While I was in New York earlier this week, I had a chance to chat with Asker Jeukendrup, the new “global senior director” of the Gatorade Sports Science Institute. After Amby Burfoot’s wide-ranging interview with him in September, I was curious about what that would mean both for his research and for Gatorade — which, as I wrote about in a Globe article back in 2009, had seemed to be moving away from evidence-based science and toward marketing gimmicks like adding theanine to “improve focus.”
So, after our conversation, I’m now at liberty to reveal… well, nothing. Asker promises that the Gatorade formulas will change, possibly in the short term but certainly in the medium term as new research directions yield results. What those research directions are he wouldn’t reveal, but he emphasized a shift from hydration to the full spectrum of performance nutrition. Two key focuses: energy delivery and recovery. What does this mean? His previous work on “multiple transportable carbs” (which he made famous for PowerBar) showed that the bottleneck for athletes trying to get carbs to their muscles is getting the carbs across the intestinal wall. My totally uninformed guess is that he’s looking at novel ways (different types of carbs? different molecular structures? different ratios?) of getting carbs across that barrier more quickly.

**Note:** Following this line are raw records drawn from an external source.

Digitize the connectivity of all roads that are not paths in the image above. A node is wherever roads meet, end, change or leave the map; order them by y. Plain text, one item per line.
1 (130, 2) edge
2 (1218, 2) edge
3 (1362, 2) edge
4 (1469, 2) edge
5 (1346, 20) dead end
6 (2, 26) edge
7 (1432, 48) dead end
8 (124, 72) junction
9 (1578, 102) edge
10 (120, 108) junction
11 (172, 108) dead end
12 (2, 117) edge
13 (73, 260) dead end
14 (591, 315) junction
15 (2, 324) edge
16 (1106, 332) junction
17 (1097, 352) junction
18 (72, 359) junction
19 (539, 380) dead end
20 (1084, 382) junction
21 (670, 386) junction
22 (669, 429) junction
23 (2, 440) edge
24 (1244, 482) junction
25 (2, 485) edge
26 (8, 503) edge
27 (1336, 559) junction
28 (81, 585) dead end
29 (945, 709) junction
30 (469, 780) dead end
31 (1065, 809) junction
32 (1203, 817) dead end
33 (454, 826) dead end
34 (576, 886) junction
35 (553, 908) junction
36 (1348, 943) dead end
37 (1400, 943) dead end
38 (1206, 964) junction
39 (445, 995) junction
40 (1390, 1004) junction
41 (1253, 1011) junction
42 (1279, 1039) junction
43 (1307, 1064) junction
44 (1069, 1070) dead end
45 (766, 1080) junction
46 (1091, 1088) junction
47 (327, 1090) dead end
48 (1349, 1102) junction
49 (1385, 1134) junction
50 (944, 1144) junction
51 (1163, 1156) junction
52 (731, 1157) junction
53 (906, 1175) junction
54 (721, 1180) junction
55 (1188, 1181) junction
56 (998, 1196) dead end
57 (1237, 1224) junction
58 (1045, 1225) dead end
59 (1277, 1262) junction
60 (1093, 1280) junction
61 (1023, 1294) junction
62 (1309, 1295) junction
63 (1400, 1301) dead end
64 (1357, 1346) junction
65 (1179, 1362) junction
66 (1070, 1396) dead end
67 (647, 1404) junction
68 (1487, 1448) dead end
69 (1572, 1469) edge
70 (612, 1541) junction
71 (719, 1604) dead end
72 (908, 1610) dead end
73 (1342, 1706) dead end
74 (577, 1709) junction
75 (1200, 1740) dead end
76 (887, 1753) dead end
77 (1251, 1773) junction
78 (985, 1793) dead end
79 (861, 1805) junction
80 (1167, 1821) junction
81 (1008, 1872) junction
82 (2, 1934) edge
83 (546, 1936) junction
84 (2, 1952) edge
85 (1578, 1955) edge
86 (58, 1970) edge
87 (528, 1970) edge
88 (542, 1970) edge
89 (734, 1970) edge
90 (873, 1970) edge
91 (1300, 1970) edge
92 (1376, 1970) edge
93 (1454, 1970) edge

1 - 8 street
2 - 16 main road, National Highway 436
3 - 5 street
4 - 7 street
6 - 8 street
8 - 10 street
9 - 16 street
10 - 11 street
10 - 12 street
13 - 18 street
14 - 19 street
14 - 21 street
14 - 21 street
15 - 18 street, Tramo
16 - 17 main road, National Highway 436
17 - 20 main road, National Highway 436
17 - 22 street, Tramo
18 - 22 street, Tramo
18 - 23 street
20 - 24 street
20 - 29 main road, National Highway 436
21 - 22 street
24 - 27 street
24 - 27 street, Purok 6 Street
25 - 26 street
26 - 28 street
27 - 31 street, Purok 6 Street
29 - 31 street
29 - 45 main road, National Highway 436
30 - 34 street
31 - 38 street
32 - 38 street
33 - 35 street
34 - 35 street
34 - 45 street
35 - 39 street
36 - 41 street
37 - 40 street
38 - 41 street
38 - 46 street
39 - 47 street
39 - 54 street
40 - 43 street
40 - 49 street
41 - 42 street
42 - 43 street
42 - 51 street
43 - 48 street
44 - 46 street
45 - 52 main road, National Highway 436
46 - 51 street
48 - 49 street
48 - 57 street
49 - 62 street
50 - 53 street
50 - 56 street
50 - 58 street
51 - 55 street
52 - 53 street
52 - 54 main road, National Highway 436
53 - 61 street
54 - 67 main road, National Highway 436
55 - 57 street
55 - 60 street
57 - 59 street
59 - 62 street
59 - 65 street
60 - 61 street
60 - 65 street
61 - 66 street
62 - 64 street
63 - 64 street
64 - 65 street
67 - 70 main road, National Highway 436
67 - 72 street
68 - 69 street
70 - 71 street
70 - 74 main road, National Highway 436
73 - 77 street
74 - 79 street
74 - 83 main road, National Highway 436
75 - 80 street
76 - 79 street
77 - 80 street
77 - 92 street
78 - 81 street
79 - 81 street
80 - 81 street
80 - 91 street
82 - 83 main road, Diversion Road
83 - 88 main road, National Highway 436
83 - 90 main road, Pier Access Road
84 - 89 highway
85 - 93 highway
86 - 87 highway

One other interesting nugget. A few months ago, I blogged about a study that included an unverified claim that Haile Gebrselassie lost 10% of his body mass due to dehydration during his world record marathon run. Jeukendrup has worked extensively with Geb — and though that data is confidential, I pressed him a bit about this claim. He confirmed that the 10% figure was reasonable. Geb’s a very small guy who’s capable of working at an inhumanly high work rate for an extended period of time. The result: he generates a huge amount of heat, and thus sweats a lot, likely more than two litres an hour. It’s not practically possible to drink anywhere near this much at world-record marathon pace, so Geb loses a ton of weight.
So the obvious question is: does this rather severe level of fluid loss hurt Geb’s performance? Jeukendrup’s guess: no. The primary mechanism through which dehydration might hurt performance is through reduced blood volume forcing the heart to work harder. But you can compensate for reduced blood volume to some degree: for example, your veins (which return the oxygen-depleted blood to the heart) contract, effectively shortening the circulatory loop. Geb’s example doesn’t prove anything either way — obviously it’s possible that he’d be a 2:02 guy if he drank more. But it’s hard to argue with a world record, unless we have some compelling reason to think that dehydration held him back (and I can’t think of one).